2. Even if it did, all it does is turn the 2 stage test?  (May I make the application, can I have contact?) into a 3 stage test (may I ask whether I may make the application, may I make the application, can I have contact?)   And stage 1 still involves the adopters being notified, and having to come to court and fight the first stage, so really, what difference does it make?

So, to stop s51 applications being rained down on the adopters, the only real mechanism is to apply to the High Court to have the applicant declared as a vexatious litigant.  That forbids them from making any Court application without permission of the High Court   (so, we are back to the 3 stage test, with the problems already discussed)

[if you are interested further in the concept of vexatious litigants, this is a good speech on the topic, which gives the history and some projections for the future  http://www.judiciary.gov.uk/media/speeches/2006/speech-mor-30062006 ]

You also need to bear in mind that the current caselaw on making contact orders against adopters is not terribly helpful to parents. It has effectively two strands  – if the contact is agreed don’t make an order, and if the adopters don’t agree the contact there would need to be very compelling reasons to impose it on them.  (Are those guidelines dead in the water now that s51 is upon us? Is there genuinely a different ethos in Parliaments, and thus the laws view on making contact orders against adopters? We’ll have to wait and see how the Court of Appeal views this)    .

 
 
ADDENDUM EDIT
 
 
I am aware that my analysis of this has probably stirred up feelings of hope for birth parents and a degree of anxiety for adoptive parents. I am also aware that the Adoption Tsar, Martin Narey, considers that the provisions of s51 are primarily about allowing adopters to control contact and that there is no need for anxiety.

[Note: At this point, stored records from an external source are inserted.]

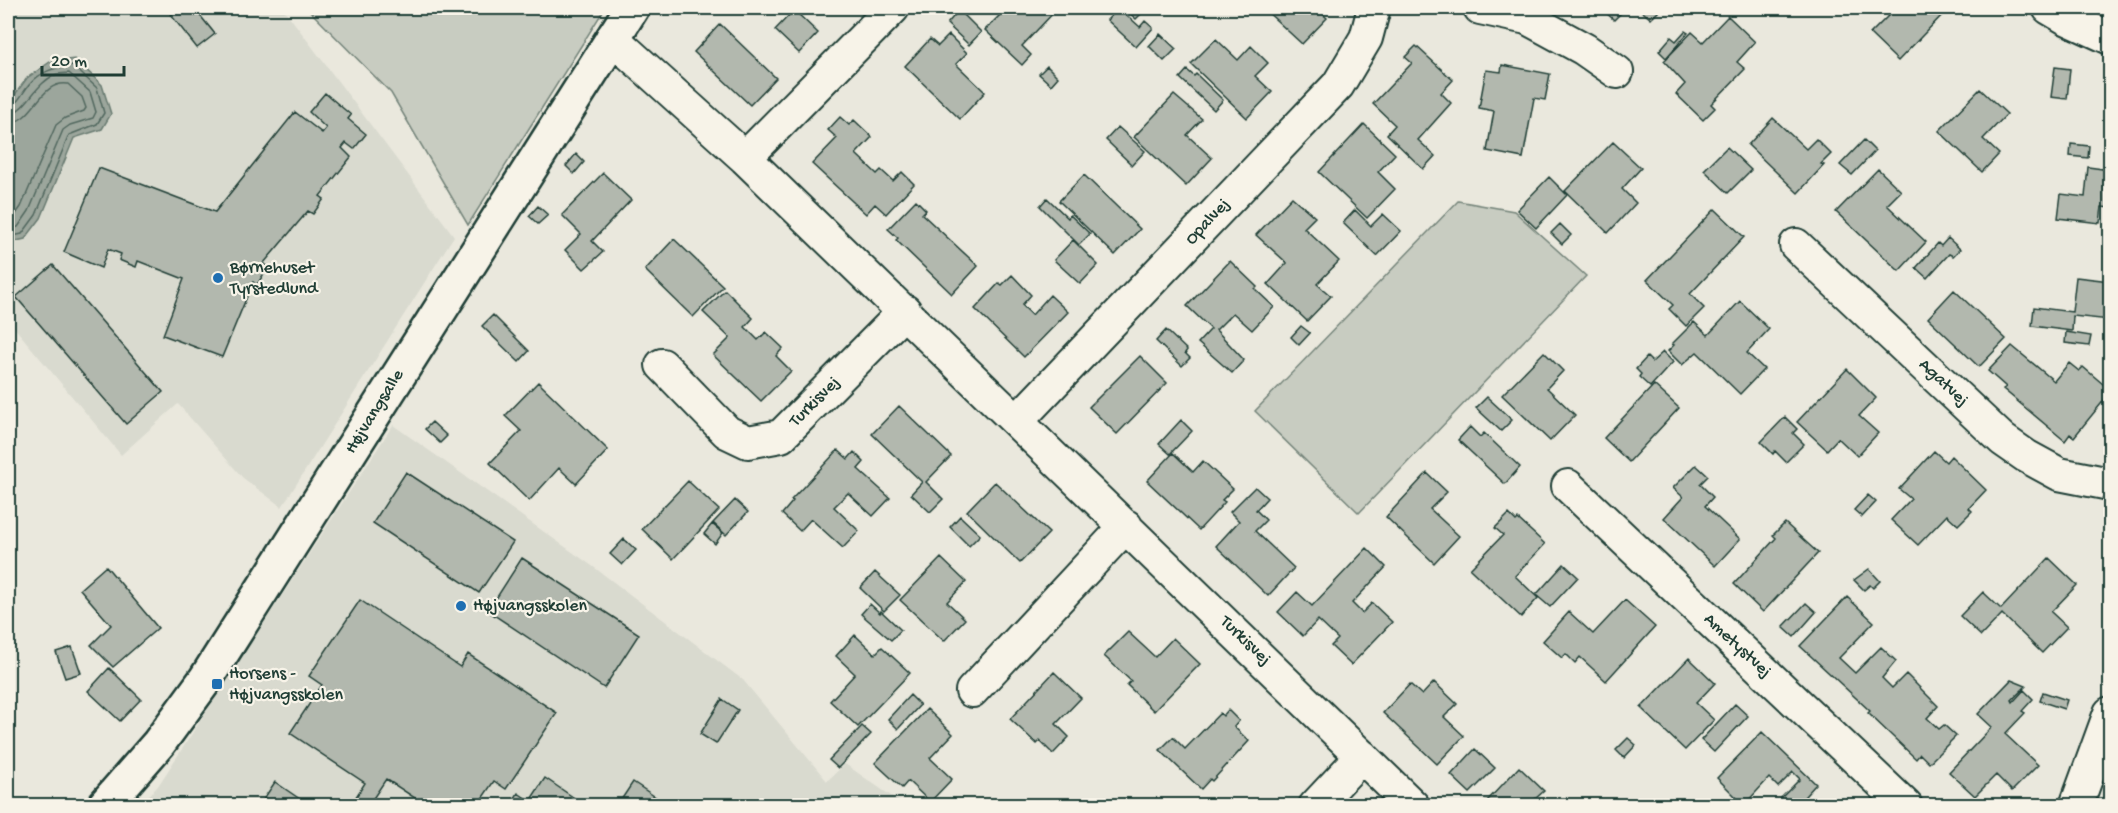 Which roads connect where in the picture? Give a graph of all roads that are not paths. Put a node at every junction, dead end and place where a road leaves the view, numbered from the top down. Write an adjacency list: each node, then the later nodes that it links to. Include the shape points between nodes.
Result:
1 (632, 8): 6 (street, Højvangsalle)
2 (894, 8): 9 (street)
3 (1374, 8): 13 (street, Opalvej, via 1366,38 1338,85)
4 (1480, 8): 8 (street, via 1527,18)
5 (2049, 8): 7 (street)
6 (612, 38): 9 (street, Turkisvej); 21 (street, Højvangsalle, via 205,680 159,743)
7 (2110, 38)
8 (1617, 72)
9 (746, 158): 11 (street, Turkisvej)
10 (1796, 245): 14 (street, Agatvej, via 2003,440 2059,474)
11 (905, 311): 12 (street, Turkisvej, via 781,436 748,442 726,432); 13 (street, Turkisvej)
12 (662, 365)
13 (1018, 420): 16 (street, Turkisvej)
14 (2110, 484)
15 (1568, 486): 24 (street, Ametystvej)
16 (1126, 526): 17 (street); 19 (street, Turkisvej)
17 (972, 691)
18 (2110, 713): 20 (street)
19 (1362, 756): 22 (street); 23 (street, Turkisvej)
20 (2084, 803)
21 (104, 806)
22 (1315, 806)
23 (1413, 806)
24 (1906, 806)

I don’t want to make people worried unnecessarily, I’m not interested in scaremongering.
 
But, the power of the Court to make an order for contact AFTER the adoption order has been made is one that is within the new Act, and the power for a birth parent to seek to make that application is also there.  (I have seen the new application form, and it also makes it clear – there’s a box to fill in if you are a biological parent, and a box to fill in if the adoption order has already been made)
 
For me, the wording in s51A is clear – an order about contact can be made AFTER the adoption order is made, and an application can be made by a parent. The parent needs leave, and we simply don’t know at this point how the Courts will approach that leave decision. Post Re B-S, any application for leave is not as hopeless an application as it would have been a year ago, and the same is possibly true here.
 
For the child, it is certainly the case that contact post adoption won’t be ordered unless the Court look at it carefully and decide that it is in the child’s best interests (and the burden falls on the person seeking that contact). But for the adopters, and the parents, the actual leave application can still be stressful and anxious – both will have to attend Court and won’t be sure of the outcome.
 
As discussed in the blog immediately after this one, it seems highly likely that a biological parent won’t get legal aid to make the application – whether that makes things better or worse from an adopters point of view is hard to call.